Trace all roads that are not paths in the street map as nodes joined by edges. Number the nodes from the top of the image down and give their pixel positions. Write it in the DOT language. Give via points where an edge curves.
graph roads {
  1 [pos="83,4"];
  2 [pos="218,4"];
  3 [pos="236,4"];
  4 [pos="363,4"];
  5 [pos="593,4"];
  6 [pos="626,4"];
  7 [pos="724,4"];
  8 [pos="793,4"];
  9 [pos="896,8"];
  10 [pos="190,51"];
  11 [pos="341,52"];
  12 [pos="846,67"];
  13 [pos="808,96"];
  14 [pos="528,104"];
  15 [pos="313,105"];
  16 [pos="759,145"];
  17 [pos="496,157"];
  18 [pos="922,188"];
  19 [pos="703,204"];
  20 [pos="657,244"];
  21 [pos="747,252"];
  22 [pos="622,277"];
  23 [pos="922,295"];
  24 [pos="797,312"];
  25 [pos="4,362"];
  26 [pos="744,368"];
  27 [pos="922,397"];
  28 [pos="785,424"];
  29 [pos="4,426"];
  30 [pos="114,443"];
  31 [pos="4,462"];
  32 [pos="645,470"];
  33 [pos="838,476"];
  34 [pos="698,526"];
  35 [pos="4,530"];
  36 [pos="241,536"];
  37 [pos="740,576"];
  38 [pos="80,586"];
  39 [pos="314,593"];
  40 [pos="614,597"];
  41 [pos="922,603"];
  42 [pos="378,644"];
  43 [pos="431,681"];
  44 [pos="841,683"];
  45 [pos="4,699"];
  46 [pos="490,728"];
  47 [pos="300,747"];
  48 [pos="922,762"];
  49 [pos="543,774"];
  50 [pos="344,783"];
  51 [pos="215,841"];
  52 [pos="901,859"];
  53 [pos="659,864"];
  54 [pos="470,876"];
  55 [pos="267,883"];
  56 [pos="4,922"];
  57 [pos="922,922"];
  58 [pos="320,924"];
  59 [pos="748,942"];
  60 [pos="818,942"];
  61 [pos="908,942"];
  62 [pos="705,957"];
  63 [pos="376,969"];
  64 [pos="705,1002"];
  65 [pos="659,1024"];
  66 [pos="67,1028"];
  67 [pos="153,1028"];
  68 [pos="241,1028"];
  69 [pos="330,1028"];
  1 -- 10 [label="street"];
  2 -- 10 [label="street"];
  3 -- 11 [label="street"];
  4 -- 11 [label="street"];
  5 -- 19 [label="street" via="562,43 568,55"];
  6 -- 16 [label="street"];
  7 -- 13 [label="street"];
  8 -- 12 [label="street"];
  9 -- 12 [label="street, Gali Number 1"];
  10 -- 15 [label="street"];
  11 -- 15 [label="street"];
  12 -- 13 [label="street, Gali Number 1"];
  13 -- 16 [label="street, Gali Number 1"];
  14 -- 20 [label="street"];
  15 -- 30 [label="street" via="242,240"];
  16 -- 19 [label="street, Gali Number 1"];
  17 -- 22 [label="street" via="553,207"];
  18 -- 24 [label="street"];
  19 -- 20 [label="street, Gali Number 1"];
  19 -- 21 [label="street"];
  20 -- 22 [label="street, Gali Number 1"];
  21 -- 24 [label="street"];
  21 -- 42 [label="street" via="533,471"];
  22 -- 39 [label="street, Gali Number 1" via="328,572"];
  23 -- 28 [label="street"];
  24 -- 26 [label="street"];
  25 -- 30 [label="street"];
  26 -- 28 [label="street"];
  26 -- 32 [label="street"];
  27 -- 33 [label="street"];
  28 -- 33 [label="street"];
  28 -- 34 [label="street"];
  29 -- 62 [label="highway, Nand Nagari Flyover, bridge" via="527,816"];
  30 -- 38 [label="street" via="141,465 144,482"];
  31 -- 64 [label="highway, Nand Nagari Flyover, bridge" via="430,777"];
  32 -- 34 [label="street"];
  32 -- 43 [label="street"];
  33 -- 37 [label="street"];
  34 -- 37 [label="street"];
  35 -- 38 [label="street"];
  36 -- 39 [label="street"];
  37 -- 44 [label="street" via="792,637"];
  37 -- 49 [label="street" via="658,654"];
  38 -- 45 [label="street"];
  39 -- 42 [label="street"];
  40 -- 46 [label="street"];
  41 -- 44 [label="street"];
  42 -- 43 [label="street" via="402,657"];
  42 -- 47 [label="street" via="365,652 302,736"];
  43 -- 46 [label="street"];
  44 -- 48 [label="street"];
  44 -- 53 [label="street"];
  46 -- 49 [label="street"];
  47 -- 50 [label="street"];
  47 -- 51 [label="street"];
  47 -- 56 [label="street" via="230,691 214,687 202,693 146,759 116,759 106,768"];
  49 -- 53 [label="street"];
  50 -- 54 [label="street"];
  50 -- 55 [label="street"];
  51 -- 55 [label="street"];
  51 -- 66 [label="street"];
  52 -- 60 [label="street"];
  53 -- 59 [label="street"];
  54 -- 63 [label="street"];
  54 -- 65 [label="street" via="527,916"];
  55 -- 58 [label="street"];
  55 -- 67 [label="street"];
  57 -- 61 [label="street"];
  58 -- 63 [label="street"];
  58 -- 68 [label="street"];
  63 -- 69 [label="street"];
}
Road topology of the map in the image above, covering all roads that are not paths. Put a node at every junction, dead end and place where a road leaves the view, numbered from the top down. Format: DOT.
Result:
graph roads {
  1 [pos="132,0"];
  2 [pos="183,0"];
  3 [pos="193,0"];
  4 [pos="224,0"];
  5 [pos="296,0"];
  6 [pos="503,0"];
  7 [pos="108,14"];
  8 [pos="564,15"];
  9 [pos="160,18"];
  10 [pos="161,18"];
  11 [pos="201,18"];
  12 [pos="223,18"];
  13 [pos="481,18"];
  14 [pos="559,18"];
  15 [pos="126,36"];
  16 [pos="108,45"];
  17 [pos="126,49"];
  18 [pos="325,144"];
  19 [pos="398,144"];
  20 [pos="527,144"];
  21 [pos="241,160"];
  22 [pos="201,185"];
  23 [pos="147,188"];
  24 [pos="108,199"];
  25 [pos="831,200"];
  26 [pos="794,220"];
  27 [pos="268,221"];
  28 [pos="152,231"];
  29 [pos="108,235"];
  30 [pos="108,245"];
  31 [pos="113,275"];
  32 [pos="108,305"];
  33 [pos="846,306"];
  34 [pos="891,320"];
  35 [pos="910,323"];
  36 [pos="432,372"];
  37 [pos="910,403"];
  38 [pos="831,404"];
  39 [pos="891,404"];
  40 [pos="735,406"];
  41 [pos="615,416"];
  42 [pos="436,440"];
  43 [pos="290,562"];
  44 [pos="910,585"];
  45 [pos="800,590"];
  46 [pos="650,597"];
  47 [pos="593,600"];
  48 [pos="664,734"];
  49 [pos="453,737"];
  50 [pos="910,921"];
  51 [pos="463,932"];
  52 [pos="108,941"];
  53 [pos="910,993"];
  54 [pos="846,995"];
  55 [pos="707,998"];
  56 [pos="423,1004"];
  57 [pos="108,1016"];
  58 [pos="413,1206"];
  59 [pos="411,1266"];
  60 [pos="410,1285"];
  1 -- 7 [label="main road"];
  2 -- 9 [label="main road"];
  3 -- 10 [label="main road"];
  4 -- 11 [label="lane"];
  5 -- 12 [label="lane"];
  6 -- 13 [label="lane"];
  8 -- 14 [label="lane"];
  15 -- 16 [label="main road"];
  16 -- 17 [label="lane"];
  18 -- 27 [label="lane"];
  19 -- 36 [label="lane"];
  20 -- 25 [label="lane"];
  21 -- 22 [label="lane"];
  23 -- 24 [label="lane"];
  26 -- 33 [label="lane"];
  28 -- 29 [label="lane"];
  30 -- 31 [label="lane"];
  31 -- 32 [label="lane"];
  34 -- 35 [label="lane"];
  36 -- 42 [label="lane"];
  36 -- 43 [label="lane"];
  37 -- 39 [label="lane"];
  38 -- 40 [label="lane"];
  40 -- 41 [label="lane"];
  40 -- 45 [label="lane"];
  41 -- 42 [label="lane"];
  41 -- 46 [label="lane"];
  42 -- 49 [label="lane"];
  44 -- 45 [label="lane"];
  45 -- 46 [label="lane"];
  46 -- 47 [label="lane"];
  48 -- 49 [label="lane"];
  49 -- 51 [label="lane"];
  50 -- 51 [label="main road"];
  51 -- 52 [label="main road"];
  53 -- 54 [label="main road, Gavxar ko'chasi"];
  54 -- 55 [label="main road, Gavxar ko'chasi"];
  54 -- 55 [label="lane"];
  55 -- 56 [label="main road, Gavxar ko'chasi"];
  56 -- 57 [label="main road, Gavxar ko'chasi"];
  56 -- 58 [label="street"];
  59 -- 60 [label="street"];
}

_The problem_: What belongs in the answer is each line from the listing above that contains "highway".

_Your response_:
  29 -- 62 [label="highway, Nand Nagari Flyover, bridge" via="527,816"];
  31 -- 64 [label="highway, Nand Nagari Flyover, bridge" via="430,777"];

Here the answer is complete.